One concept that Alan Turing is famous for is his test for evaluating artificial intelligence, know as the Turing Test. In the test, people attempt to identify by means of a conversation which "far end" conversationalists are people and which are computers.
I would propose an alternate version of the Turing test: the artificial intelligence side runs the source code through a tool and an engineer (fairly literally) implements the tool's recommended changes. The "control group" would be one or more experienced engineers who do a peer review of the same code and implements their improvements. If an observer cannot tell which code "improvements" were the result of the machine and which were the result of good engineering judgment, the tool has passed the Turing Test Take Two.
Conversely, if a tool cannot pass the Turing test, we must use an experienced engineer to filter the "recommendations" that the tool makes before we apply it.
Case study
In our contracts and in our work instructions, we have implicitly made our tools the "gatekeeper" and final judge of our code quality. The way that we fall into this trap is via our contracts or Plan for Software Aspects of Certification (PSAC), we specify that we will provide the artifacts that are generated by our tools to proved that our code is "good." The result is that the goal of running the tool is no longer to produce good code, but rather it is to produce clean printouts ("no faults found") for the customer.
The way back from this madness is to make engineers responsible for the code they write and the code they review. They should use tools to help them write good code and perform quality reviews, but the artifact that we take to the customer should not be "PCLint signed off on this code written by an anonymous cog" but "Gerald Van Baren wrote this code and is proud of it" and "Joe Competent Engineer reviewed this code and agrees that it is good." In other words, our engineers must taste the sausage. (In that article, map leaders => experienced engineers (aka. gatekeepers), sausage => code, broken machines that result in overtime => broken or misapplied tools that result in overtime.)
Our C Coding Standard (an internal standard consisting mostly of MISRA-C rules) is a classic example of a tool gone wrong. We sowed the seeds of a Turing Test Take Two breakdown in Rule 4 (of the internal standard): "Source code shall be run though an acceptable static source code analyzer." When we write in our PSAC that we will follow our C Coding Standard, we just jumped the shark and never saw it coming. While Rule 4 does not explicitly state that the engineer must implement the tool's "recommendations,"1 in practice it is easier to make the tool shut up than it is to explain and defend and defend and defend good engineering judgment that is contrary to the tool's "recommendation."

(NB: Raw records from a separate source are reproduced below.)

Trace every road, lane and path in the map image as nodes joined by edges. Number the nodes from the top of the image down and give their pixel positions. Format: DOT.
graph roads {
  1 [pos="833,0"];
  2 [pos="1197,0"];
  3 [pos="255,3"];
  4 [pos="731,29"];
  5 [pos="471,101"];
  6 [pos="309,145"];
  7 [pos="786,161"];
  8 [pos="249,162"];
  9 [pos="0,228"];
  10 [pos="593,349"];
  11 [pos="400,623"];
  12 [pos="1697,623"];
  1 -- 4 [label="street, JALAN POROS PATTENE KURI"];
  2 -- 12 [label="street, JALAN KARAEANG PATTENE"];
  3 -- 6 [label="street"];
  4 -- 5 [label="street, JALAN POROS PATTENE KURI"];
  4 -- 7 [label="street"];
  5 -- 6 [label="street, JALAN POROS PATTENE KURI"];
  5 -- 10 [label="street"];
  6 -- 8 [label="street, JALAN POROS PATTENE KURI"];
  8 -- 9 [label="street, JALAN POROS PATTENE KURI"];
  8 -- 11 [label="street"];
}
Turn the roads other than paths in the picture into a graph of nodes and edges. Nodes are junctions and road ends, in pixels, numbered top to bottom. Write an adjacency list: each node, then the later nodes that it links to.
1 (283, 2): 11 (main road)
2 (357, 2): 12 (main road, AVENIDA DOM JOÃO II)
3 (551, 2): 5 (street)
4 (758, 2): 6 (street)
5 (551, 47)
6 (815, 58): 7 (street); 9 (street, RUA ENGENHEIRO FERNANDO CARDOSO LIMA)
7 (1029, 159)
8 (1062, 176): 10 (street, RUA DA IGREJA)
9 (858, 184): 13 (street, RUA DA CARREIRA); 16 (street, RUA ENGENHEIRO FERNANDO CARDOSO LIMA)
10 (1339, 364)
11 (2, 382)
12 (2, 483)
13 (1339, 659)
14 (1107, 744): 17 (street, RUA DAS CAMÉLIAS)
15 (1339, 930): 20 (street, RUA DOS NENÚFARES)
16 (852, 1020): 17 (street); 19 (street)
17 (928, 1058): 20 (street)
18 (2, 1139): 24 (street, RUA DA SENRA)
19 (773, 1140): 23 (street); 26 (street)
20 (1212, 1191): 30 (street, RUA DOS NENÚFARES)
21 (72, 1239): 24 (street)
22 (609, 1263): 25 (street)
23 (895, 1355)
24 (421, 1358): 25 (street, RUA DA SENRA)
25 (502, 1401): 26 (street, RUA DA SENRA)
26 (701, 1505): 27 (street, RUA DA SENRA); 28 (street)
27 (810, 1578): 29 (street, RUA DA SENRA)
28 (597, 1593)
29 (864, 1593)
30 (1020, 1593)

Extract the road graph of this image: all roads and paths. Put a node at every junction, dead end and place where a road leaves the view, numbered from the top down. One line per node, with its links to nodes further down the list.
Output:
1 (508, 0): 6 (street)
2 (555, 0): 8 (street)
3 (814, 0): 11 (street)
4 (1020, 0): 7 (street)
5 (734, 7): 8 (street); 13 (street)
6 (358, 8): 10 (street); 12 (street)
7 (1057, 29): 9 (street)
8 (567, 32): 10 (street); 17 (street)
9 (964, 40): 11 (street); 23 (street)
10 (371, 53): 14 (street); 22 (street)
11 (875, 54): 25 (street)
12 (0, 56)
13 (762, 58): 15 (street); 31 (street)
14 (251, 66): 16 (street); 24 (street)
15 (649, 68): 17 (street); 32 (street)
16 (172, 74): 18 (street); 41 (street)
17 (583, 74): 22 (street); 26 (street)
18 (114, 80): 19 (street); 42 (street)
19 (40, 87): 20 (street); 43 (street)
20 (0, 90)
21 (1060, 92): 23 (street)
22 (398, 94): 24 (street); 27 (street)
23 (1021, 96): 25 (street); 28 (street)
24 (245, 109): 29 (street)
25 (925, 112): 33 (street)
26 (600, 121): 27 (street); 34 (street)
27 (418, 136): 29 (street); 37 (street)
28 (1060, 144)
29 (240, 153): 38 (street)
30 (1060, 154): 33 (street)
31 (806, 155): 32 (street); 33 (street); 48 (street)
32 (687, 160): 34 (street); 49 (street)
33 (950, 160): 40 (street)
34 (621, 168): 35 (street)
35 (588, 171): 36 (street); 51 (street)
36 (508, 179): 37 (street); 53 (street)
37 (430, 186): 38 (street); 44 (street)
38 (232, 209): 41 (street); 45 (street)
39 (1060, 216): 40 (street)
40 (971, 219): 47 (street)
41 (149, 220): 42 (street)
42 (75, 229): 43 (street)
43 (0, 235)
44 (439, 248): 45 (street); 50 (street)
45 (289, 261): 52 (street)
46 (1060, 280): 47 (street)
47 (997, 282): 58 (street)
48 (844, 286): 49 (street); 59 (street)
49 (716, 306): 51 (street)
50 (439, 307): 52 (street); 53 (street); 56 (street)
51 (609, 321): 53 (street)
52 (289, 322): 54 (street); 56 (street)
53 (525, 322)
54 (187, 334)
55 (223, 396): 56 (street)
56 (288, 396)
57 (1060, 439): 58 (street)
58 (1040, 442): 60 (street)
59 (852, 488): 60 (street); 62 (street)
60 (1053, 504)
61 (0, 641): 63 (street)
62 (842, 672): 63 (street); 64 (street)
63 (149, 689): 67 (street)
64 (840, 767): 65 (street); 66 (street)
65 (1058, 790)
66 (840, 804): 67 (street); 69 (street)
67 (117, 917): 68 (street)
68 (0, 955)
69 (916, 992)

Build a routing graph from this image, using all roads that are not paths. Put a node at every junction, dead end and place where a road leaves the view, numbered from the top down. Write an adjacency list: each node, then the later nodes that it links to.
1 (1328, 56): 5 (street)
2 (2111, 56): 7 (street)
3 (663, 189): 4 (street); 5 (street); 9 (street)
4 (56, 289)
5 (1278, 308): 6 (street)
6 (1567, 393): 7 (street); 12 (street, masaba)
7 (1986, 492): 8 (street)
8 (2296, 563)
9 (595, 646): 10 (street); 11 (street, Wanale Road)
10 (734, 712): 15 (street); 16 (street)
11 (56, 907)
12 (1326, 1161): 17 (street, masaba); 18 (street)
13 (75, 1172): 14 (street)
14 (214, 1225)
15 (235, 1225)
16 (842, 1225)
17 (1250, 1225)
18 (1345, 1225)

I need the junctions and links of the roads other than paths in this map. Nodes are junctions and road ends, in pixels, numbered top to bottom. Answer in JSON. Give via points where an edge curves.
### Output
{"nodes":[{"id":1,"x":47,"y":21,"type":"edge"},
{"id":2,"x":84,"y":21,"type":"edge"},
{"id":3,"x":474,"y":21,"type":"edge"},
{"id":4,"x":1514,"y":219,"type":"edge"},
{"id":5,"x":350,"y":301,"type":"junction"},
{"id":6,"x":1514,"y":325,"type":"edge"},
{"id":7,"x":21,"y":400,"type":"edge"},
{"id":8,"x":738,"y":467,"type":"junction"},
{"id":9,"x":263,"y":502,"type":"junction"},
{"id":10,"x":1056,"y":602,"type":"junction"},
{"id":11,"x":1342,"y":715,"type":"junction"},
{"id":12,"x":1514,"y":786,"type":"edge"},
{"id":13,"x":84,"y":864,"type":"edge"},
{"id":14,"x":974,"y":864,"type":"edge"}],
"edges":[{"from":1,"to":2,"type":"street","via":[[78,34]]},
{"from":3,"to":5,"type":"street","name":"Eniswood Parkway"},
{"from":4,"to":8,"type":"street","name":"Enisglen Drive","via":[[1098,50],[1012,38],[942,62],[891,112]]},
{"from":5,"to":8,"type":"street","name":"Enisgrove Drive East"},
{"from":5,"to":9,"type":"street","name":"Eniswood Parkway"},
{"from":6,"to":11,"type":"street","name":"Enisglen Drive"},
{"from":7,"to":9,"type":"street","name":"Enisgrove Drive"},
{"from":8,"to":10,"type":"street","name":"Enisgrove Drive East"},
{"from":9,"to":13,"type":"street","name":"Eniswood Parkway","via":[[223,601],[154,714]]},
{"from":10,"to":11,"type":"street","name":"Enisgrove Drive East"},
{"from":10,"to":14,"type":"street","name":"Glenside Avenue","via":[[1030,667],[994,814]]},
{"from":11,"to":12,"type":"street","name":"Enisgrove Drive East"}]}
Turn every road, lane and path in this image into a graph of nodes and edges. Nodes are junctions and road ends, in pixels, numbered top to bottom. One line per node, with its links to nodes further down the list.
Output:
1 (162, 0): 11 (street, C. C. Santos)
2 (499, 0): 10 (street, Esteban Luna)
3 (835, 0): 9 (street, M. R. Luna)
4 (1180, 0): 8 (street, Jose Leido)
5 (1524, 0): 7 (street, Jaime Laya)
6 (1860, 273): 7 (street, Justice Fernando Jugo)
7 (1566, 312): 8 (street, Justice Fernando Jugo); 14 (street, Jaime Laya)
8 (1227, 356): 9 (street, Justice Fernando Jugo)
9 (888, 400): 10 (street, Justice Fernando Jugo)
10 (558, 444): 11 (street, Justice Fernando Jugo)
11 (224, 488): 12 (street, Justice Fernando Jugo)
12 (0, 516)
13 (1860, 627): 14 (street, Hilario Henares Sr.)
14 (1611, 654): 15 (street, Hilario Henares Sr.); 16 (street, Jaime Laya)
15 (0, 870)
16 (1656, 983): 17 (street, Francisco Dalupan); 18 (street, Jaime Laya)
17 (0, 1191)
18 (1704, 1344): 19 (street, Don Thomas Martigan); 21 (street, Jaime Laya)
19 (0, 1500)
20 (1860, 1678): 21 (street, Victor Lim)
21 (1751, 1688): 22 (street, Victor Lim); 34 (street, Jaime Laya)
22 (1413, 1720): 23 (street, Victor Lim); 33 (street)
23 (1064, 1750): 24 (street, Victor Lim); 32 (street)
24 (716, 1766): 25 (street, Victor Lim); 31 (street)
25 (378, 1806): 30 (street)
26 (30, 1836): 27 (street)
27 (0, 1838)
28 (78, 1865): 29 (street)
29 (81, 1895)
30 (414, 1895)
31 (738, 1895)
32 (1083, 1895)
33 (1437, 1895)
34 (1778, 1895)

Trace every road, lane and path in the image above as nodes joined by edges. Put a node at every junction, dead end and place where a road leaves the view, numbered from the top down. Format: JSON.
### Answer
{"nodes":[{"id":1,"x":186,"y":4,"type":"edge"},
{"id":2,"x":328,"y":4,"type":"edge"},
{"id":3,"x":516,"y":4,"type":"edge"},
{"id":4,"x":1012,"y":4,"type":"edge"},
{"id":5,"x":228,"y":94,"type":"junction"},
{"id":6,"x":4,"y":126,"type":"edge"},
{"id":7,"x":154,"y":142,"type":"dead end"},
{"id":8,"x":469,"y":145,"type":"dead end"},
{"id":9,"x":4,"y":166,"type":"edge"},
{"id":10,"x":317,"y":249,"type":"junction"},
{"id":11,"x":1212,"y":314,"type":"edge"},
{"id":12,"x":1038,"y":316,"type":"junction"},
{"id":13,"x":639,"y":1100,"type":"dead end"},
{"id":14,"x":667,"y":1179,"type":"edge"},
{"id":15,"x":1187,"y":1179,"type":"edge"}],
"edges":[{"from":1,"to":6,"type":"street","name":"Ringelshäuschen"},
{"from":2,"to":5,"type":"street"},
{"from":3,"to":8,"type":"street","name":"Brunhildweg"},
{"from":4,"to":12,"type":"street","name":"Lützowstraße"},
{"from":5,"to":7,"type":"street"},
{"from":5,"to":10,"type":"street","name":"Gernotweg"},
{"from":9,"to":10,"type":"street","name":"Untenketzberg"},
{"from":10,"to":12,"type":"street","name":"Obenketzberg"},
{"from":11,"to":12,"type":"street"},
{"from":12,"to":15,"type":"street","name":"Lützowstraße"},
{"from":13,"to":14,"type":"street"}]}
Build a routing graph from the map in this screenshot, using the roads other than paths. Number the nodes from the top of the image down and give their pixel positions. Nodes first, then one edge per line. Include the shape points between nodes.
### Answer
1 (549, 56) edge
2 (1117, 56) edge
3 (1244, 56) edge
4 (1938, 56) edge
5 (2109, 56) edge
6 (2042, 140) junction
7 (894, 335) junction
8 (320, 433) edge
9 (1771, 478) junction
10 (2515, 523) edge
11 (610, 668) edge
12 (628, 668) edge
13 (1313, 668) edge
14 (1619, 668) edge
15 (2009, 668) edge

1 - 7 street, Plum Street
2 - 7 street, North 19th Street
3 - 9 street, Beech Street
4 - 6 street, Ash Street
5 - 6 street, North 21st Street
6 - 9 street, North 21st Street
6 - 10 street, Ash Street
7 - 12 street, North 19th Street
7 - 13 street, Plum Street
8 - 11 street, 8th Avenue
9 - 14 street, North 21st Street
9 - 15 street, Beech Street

The case study in creating an "acceptable static source code analyzer" is the (first try internal C Coding Standard) checking tool. We spent (lots of money) contracting (elided) to implement it and then discarded it because it was hopelessly inadequate. We followed that by spending (a tenth as much money) on the (second try internal C Coding Standard) tool which was only moderately inadequate. We are now mainly using PCLint (thousands of dollars per seat) which is almost adequate, but is still incapable of passing the Turing Test Take Two.
We actually (inadvertently) did the Turing Test Take Two on the (first try internal C Coding Standard) and (second try internal C Coding Standard) tools: we assigned engineers to implement changes to project source code in a "sea of hands" fashion on the results of running the static analysis tool on that code. That was a disaster. Management quickly realized from the howling of anguish from the affected internal engineers that it wasn't working and backed off on that approach.
- When I discussed the (first try internal C Coding Standard) tool with an experienced, highly regarded engineer, he told me he ran the (first try internal C Coding Standard) tool on his code because the PSAC said he had to. He noted that the PSAC had a [X] checkbox for running the checking tool, but did not have a check box that said that the results were used for anything, so he did an incredibly practical thing: he simply discarded the verbosely bogus results. He then ran PCLint on his code, using it as a tool (not a judge), to identify problem areas in his code and applied his engineering judgment to determine which complaints were real and which were artificial.